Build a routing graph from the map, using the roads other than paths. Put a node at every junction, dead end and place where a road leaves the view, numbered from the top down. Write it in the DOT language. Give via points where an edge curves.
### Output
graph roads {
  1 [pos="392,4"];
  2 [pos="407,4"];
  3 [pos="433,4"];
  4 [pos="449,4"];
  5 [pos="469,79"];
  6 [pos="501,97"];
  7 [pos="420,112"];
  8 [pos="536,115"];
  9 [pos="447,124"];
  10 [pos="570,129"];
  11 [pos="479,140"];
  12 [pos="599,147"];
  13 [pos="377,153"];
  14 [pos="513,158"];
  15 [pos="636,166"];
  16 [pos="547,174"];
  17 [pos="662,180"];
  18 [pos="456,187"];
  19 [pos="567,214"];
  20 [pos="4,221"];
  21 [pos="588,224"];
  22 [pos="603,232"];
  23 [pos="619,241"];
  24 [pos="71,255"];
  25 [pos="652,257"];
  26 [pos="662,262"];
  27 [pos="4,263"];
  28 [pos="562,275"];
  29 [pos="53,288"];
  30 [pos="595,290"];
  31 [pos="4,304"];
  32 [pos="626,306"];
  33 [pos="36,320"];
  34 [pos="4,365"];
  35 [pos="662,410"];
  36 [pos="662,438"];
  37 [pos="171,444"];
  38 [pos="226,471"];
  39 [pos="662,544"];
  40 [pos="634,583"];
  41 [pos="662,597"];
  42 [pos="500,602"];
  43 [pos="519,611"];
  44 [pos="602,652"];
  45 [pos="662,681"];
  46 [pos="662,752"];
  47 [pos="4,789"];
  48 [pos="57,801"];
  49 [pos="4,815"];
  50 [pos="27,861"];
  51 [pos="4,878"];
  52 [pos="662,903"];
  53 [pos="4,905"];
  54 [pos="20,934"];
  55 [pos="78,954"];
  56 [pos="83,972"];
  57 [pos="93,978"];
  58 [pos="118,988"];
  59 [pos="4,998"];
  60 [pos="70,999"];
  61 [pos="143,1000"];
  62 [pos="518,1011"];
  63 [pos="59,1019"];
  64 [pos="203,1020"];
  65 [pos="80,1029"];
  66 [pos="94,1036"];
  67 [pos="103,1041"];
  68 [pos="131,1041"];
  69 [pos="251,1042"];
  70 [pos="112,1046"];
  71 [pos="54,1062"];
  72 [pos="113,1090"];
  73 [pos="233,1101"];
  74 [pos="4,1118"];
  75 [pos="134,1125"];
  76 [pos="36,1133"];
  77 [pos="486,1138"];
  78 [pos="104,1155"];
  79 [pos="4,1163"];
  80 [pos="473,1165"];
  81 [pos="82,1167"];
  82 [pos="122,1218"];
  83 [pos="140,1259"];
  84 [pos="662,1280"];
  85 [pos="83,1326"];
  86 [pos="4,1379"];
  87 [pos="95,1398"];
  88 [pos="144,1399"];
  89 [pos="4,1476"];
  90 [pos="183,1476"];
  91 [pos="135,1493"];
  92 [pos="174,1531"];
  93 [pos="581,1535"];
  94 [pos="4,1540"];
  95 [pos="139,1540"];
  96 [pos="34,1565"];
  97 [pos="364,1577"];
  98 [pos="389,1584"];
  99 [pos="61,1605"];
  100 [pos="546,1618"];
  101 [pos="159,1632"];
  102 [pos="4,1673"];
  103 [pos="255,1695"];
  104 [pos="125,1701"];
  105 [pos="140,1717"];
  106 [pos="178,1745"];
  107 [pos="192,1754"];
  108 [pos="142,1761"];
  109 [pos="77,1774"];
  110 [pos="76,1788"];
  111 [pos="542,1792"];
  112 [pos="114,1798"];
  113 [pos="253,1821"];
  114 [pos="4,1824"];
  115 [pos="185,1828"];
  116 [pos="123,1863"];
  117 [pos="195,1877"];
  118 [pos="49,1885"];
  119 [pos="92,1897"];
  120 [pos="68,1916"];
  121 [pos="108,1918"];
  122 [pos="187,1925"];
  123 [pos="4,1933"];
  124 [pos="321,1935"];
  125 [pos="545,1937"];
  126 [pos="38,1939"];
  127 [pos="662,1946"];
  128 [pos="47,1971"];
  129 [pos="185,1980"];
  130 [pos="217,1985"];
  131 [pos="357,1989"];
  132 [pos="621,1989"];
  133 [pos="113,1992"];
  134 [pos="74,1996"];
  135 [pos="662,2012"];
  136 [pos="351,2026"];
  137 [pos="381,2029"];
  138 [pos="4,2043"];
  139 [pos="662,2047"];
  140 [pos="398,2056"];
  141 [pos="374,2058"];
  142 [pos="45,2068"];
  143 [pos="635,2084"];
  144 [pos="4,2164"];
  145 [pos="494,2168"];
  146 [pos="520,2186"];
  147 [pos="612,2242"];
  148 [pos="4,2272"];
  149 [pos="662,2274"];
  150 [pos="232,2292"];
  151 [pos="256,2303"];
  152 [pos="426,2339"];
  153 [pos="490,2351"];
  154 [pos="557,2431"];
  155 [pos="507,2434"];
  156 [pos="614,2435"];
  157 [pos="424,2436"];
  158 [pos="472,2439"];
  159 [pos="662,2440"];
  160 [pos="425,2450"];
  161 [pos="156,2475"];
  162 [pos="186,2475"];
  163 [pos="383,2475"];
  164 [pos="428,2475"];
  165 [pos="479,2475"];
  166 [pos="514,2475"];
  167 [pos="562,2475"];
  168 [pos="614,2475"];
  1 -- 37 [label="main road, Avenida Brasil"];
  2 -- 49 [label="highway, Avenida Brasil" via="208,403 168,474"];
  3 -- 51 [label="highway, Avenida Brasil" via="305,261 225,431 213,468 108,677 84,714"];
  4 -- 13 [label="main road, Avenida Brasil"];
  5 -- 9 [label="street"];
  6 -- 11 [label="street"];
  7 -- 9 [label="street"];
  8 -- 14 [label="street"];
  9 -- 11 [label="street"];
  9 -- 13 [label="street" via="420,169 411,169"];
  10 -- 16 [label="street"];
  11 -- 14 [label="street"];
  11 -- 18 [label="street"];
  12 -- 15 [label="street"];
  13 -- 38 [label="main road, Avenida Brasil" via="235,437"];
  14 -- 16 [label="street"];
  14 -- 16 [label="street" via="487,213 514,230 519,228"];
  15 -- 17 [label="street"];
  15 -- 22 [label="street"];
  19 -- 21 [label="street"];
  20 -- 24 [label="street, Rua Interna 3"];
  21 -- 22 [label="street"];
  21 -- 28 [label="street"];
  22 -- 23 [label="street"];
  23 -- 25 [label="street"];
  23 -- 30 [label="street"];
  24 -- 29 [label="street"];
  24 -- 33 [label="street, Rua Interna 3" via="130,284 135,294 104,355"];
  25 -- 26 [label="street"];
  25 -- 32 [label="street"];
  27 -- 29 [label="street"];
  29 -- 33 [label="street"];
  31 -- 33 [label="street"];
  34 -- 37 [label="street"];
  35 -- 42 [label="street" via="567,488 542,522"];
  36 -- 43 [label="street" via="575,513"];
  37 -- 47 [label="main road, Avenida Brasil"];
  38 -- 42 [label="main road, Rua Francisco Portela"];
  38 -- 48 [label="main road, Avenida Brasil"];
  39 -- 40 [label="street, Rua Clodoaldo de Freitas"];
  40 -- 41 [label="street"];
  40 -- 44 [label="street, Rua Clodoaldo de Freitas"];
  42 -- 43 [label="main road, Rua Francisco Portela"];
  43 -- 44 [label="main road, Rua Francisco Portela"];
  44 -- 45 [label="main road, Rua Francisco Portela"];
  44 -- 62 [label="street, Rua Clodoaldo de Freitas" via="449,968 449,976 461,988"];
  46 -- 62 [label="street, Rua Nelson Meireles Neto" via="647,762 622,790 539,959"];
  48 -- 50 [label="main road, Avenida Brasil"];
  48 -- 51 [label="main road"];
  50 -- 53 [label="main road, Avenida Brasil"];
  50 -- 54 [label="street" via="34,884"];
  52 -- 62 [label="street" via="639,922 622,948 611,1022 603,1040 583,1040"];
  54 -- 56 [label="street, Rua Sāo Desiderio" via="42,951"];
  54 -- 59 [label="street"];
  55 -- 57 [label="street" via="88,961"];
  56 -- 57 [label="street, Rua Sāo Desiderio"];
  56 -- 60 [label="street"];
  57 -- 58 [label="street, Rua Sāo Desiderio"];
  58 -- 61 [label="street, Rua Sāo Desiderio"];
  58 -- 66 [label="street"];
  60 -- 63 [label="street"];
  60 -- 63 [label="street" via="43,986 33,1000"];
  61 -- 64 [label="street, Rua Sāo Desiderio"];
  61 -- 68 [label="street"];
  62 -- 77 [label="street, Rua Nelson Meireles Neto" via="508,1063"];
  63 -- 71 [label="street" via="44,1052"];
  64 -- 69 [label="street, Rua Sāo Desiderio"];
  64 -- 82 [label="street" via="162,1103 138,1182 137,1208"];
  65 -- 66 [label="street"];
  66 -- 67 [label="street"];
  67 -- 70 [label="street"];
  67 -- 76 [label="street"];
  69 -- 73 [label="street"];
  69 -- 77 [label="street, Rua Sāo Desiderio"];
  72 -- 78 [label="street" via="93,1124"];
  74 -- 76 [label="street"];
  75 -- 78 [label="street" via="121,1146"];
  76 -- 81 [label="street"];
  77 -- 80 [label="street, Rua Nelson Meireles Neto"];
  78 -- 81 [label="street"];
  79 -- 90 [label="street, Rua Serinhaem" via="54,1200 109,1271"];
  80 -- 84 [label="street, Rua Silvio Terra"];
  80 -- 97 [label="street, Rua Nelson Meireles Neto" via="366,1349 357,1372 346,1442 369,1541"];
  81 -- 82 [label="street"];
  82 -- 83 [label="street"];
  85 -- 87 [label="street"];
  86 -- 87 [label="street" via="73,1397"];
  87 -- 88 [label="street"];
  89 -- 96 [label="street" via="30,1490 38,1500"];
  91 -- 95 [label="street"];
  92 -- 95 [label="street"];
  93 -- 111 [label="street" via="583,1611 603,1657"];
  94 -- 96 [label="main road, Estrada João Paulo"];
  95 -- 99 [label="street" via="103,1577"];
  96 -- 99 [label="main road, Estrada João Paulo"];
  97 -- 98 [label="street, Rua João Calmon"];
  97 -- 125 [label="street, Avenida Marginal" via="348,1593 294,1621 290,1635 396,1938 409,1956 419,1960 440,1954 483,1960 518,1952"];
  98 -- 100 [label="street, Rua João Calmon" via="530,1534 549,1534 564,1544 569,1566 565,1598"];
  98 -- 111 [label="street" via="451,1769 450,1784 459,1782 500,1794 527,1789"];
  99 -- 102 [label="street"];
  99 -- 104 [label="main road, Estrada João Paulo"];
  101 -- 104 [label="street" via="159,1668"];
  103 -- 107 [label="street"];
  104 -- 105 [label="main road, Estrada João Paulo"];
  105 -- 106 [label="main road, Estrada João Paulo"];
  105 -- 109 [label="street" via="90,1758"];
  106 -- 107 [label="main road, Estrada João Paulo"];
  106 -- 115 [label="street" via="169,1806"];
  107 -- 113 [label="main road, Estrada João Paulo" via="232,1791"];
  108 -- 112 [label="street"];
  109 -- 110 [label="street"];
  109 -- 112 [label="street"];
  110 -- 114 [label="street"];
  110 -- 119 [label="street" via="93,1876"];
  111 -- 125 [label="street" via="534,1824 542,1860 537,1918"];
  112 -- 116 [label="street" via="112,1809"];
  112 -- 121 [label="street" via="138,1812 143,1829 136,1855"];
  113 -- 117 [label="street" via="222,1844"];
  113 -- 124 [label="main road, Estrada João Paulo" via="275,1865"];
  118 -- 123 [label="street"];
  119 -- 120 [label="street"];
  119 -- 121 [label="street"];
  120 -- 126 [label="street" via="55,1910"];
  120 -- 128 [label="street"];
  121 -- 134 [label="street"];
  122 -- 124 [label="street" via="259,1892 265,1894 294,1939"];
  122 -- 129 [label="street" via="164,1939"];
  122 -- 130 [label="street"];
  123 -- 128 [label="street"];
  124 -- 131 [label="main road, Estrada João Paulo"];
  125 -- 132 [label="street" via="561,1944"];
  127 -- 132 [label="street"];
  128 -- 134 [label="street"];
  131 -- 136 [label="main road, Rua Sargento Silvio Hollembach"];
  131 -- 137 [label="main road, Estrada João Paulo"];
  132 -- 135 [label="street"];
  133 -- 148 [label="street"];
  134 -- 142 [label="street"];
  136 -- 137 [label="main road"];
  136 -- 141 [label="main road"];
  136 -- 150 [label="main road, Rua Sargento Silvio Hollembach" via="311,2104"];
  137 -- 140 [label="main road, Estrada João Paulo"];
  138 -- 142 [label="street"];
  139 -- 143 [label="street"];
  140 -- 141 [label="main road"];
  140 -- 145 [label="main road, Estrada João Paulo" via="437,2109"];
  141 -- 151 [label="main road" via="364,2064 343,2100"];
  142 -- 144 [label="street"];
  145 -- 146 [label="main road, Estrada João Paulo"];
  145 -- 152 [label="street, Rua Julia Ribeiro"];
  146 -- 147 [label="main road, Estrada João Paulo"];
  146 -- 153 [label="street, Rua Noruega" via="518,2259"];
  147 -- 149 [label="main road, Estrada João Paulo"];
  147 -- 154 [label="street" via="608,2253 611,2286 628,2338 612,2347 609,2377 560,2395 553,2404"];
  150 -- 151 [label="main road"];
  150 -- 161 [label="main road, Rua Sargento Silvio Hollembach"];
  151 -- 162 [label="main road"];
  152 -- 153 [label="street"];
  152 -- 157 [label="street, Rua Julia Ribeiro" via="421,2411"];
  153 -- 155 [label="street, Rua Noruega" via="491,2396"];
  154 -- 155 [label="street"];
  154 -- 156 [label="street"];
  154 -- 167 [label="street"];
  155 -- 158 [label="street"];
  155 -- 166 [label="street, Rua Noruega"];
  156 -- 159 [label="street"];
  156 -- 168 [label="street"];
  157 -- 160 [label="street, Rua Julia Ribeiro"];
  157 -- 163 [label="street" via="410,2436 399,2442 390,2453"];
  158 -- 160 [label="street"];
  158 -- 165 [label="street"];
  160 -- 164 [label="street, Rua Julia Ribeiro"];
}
================================
## HOW TO COMPLETE THIS TASK
For every line of the material that holds the word "Calmon", make a copy.

## SOLUTION
  97 -- 98 [label="street, Rua João Calmon"];
  98 -- 100 [label="street, Rua João Calmon" via="530,1534 549,1534 564,1544 569,1566 565,1598"];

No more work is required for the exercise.